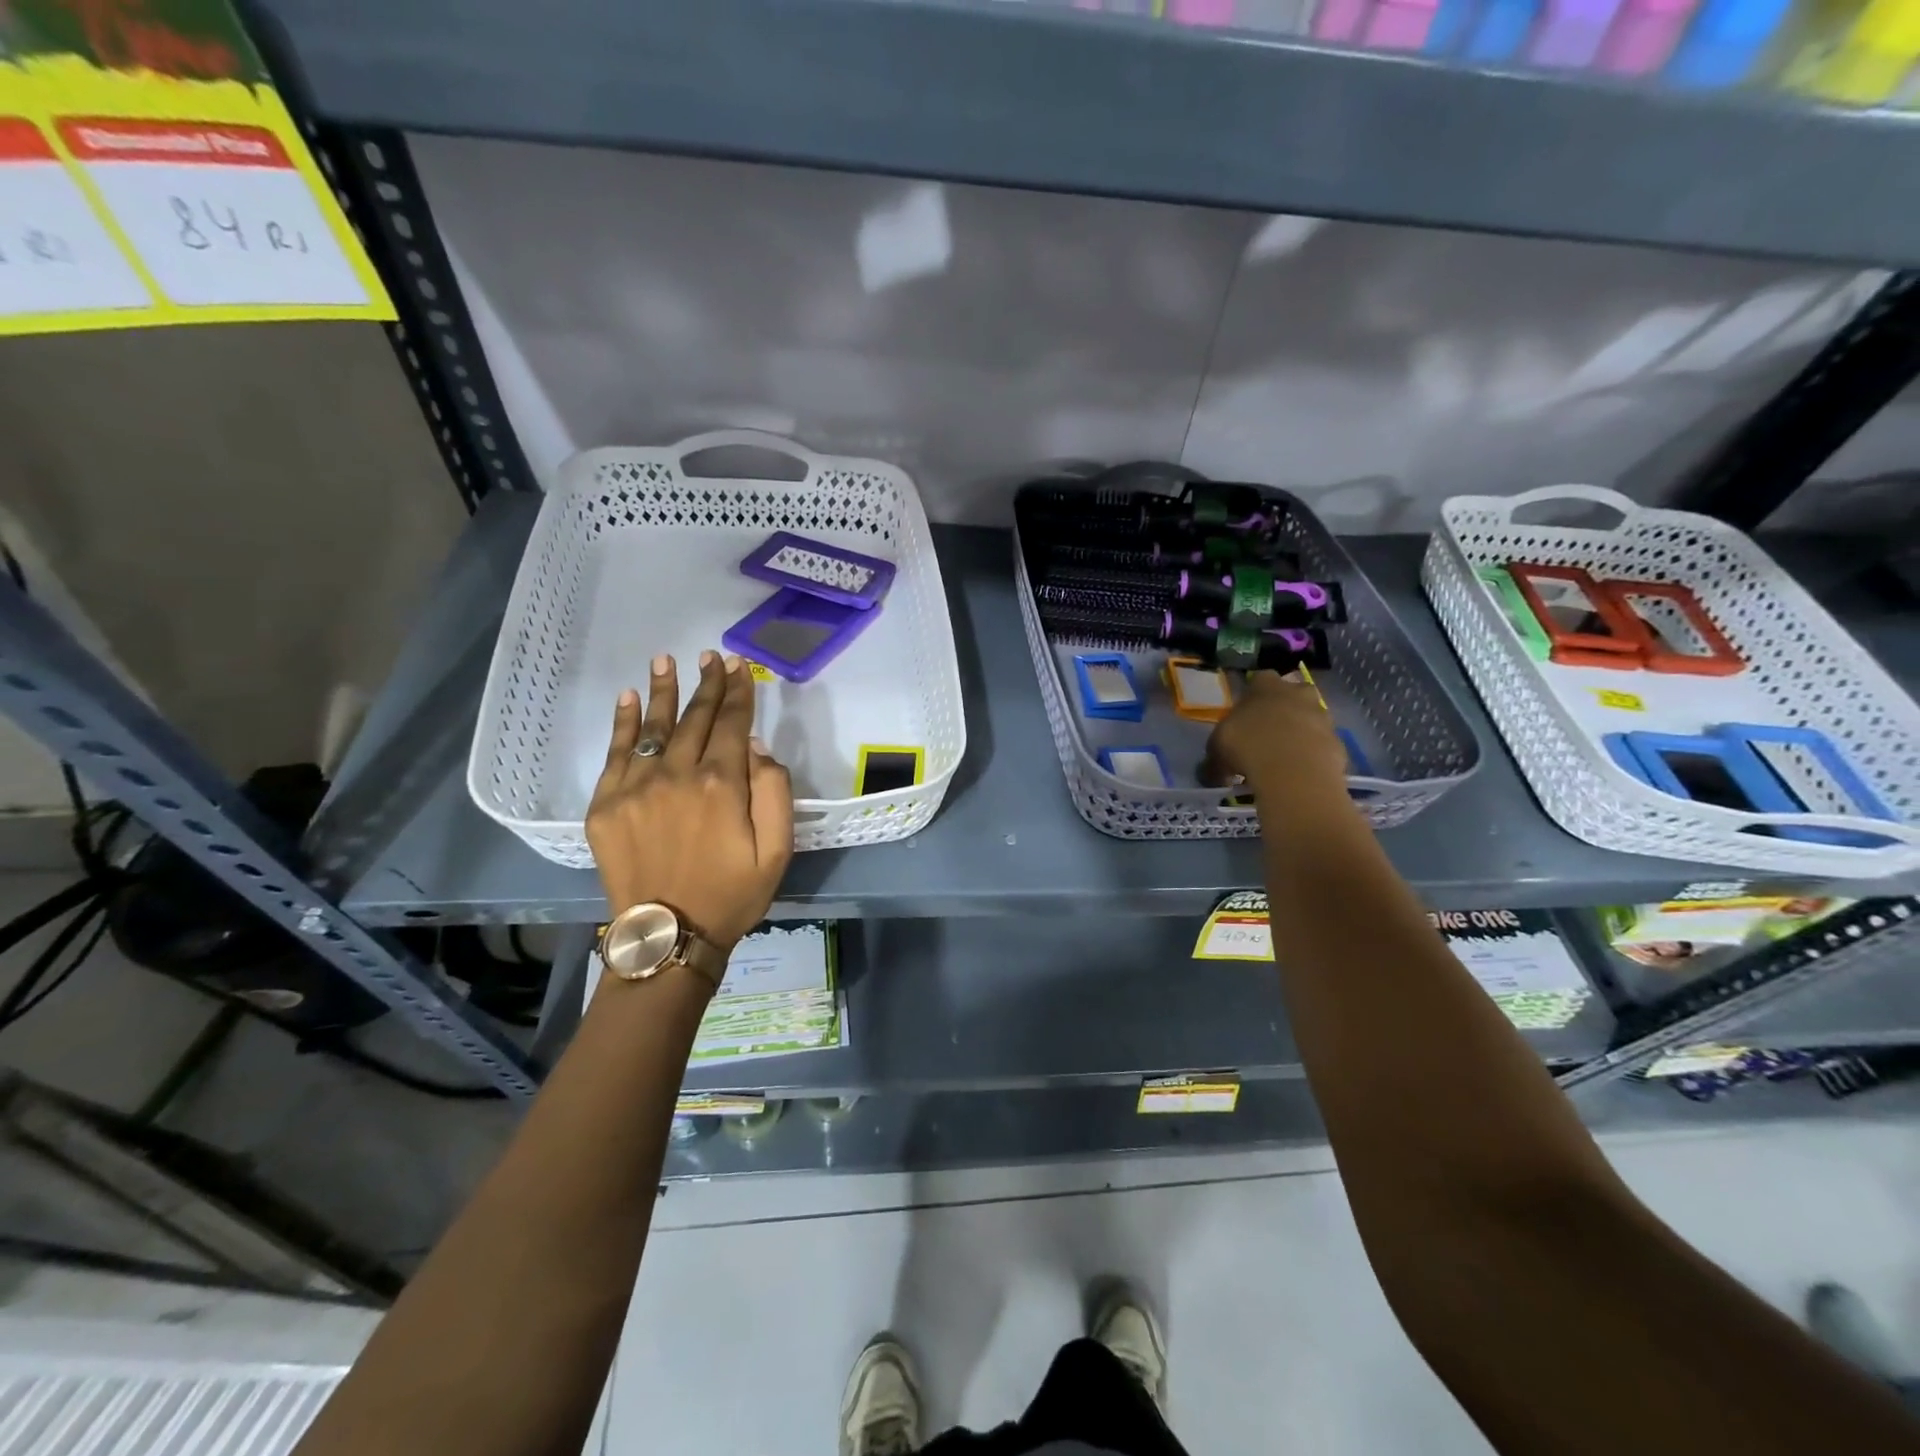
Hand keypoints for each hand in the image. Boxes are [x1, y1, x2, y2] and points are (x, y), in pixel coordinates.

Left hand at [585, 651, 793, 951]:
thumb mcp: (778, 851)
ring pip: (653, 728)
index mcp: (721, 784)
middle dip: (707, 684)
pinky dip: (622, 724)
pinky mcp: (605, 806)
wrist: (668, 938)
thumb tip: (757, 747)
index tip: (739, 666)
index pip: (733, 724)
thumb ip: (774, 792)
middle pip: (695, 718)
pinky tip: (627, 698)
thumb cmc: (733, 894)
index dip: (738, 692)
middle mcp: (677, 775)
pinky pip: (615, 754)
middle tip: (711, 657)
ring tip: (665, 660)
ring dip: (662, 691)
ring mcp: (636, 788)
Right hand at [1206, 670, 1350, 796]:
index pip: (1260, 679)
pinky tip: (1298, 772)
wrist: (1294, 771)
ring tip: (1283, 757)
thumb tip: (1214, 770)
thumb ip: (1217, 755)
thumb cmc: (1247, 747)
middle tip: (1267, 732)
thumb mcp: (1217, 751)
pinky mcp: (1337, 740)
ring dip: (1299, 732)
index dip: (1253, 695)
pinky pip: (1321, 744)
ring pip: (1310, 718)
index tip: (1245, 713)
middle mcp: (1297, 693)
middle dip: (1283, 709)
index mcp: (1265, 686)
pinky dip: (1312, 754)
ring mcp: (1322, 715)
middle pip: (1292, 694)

- - -

## WHAT IS BEING ASKED
The reply should consist solely of the lines above from the one that has "ring tip: (1283, 757)" through the one that has "middle dip: (1283, 709)", reproduced exactly.

## SOLUTION TO THE EXERCISE
ring tip: (1283, 757)
thumb tip: (1214, 770)
thumb ip: (1217, 755)
thumb cmc: (1247, 747)
middle tip: (1267, 732)
thumb mcp: (1217, 751)
pinky mcp: (1337, 740)
ring dip: (1299, 732)
index dip: (1253, 695)
pinky pip: (1321, 744)
ring pip: (1310, 718)
index tip: (1245, 713)
middle mcp: (1297, 693)
middle dip: (1283, 709)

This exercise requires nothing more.